### PROBLEM TO SOLVE
In the records below, pick out all lines containing the word "meet".

[Saved data entries]
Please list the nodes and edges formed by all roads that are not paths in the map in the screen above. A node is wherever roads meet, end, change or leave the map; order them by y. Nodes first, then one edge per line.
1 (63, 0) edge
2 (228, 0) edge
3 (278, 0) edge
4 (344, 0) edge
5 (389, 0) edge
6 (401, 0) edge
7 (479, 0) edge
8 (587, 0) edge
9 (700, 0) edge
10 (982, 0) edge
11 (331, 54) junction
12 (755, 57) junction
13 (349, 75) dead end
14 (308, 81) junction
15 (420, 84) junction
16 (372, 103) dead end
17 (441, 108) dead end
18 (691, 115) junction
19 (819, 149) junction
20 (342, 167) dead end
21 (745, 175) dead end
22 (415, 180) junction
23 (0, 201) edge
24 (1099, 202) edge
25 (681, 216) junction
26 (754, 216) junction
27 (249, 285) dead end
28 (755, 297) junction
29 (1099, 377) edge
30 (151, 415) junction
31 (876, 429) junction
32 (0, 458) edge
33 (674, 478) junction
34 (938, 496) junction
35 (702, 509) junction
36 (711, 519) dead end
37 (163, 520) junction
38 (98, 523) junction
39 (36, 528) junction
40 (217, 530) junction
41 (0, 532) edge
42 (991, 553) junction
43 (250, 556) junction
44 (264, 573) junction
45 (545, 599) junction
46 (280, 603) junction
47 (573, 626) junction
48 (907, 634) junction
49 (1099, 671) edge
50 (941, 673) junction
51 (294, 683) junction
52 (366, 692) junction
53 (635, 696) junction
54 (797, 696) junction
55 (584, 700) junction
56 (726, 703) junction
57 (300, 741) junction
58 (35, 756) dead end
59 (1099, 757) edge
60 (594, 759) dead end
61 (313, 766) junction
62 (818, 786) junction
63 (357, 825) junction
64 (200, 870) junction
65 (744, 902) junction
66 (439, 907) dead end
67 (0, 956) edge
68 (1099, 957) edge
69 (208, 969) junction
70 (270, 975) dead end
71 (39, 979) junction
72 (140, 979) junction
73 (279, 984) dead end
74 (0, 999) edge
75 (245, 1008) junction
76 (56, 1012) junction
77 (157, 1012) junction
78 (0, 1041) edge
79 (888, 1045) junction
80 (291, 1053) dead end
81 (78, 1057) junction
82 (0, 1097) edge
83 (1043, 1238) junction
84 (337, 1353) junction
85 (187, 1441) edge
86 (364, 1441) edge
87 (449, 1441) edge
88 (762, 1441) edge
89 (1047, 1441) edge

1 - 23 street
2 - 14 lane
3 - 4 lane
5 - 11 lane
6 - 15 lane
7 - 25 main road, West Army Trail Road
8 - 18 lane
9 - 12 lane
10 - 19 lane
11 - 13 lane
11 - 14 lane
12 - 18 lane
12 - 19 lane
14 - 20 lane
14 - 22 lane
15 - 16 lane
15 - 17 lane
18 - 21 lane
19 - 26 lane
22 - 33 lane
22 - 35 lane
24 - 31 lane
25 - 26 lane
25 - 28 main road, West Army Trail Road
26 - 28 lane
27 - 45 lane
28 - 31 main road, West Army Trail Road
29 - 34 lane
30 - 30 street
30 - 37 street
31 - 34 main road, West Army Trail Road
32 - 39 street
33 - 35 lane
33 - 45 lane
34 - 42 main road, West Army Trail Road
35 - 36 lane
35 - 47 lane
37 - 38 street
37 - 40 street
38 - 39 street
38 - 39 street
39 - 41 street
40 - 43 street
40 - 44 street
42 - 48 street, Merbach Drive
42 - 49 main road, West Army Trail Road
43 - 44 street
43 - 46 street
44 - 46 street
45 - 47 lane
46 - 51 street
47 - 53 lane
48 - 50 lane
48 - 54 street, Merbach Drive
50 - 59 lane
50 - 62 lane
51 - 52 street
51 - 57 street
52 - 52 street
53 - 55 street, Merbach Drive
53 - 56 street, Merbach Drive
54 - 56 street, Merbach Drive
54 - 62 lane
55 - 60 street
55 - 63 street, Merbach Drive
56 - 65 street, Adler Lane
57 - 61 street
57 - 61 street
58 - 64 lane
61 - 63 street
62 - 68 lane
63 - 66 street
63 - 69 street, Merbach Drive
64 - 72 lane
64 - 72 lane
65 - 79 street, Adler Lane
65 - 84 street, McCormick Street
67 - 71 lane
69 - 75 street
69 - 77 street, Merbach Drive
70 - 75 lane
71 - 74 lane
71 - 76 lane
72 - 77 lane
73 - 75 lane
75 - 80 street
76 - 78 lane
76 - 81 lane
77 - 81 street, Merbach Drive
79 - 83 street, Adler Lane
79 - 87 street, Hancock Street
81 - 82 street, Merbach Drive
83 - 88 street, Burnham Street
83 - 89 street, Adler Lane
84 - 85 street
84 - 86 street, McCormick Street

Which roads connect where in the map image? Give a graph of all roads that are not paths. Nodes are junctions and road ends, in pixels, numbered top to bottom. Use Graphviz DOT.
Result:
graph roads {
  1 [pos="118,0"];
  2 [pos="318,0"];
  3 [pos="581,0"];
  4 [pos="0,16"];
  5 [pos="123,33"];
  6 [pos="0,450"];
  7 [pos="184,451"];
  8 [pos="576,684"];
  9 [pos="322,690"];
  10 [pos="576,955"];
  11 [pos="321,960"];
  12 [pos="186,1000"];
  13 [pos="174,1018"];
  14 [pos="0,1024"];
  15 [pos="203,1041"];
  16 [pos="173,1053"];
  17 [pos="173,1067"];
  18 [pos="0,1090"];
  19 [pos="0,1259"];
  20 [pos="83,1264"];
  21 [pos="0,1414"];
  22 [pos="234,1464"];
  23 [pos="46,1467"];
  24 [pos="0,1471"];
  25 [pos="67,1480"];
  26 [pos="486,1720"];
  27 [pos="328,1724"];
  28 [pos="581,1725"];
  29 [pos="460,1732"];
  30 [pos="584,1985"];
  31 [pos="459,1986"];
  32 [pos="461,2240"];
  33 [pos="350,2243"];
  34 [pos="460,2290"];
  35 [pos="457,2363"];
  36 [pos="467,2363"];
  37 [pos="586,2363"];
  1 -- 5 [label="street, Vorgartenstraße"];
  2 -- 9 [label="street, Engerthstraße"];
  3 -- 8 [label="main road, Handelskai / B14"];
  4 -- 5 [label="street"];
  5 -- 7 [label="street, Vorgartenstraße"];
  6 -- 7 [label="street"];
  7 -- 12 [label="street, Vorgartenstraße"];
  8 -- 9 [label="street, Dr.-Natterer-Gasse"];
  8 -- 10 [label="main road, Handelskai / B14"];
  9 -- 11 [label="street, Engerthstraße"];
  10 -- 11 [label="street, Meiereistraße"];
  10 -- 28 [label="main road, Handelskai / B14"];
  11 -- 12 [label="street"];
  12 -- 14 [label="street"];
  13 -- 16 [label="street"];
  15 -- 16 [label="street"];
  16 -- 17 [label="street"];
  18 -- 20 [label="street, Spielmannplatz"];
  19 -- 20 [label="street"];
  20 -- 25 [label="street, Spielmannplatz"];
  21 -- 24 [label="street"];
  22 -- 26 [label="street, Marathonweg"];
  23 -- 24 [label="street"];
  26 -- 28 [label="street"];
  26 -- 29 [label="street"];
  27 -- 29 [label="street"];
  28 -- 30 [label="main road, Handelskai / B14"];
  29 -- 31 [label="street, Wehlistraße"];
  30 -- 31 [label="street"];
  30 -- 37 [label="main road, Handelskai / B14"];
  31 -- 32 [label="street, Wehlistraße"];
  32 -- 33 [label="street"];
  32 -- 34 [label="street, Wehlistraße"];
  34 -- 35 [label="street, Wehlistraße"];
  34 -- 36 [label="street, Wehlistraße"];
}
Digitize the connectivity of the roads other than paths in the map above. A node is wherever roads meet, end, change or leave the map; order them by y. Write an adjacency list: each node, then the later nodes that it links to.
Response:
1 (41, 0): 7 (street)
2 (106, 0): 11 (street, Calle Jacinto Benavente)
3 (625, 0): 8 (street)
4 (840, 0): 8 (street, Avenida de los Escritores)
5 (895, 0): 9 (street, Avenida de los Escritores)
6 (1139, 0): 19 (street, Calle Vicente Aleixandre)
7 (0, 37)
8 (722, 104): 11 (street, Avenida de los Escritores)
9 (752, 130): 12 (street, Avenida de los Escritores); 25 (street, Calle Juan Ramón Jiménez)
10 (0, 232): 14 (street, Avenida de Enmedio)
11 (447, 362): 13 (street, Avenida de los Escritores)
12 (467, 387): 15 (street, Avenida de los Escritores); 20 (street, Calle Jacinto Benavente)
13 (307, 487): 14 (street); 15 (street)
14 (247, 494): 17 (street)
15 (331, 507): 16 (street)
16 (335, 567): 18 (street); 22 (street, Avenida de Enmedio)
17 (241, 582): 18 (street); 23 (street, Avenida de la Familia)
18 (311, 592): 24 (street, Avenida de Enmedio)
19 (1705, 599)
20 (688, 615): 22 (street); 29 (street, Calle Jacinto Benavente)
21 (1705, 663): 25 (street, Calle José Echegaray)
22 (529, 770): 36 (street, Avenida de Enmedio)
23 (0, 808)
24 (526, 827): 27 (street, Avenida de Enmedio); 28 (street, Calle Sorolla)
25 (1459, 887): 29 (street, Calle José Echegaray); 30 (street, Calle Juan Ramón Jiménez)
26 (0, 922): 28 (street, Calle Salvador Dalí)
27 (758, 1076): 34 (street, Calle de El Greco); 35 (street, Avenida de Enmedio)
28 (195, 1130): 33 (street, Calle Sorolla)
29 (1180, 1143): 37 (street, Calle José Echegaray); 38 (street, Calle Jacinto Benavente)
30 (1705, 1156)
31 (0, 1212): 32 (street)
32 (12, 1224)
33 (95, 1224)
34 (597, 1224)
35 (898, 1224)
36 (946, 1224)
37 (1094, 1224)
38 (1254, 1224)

### TASK ANSWER
Please list the nodes and edges formed by all roads that are not paths in the map in the screen above. A node is wherever roads meet, end, change or leave the map; order them by y. Nodes first, then one edge per line.
Digitize the connectivity of the roads other than paths in the map above. A node is wherever roads meet, end, change or leave the map; order them by y. Write an adjacency list: each node, then the later nodes that it links to.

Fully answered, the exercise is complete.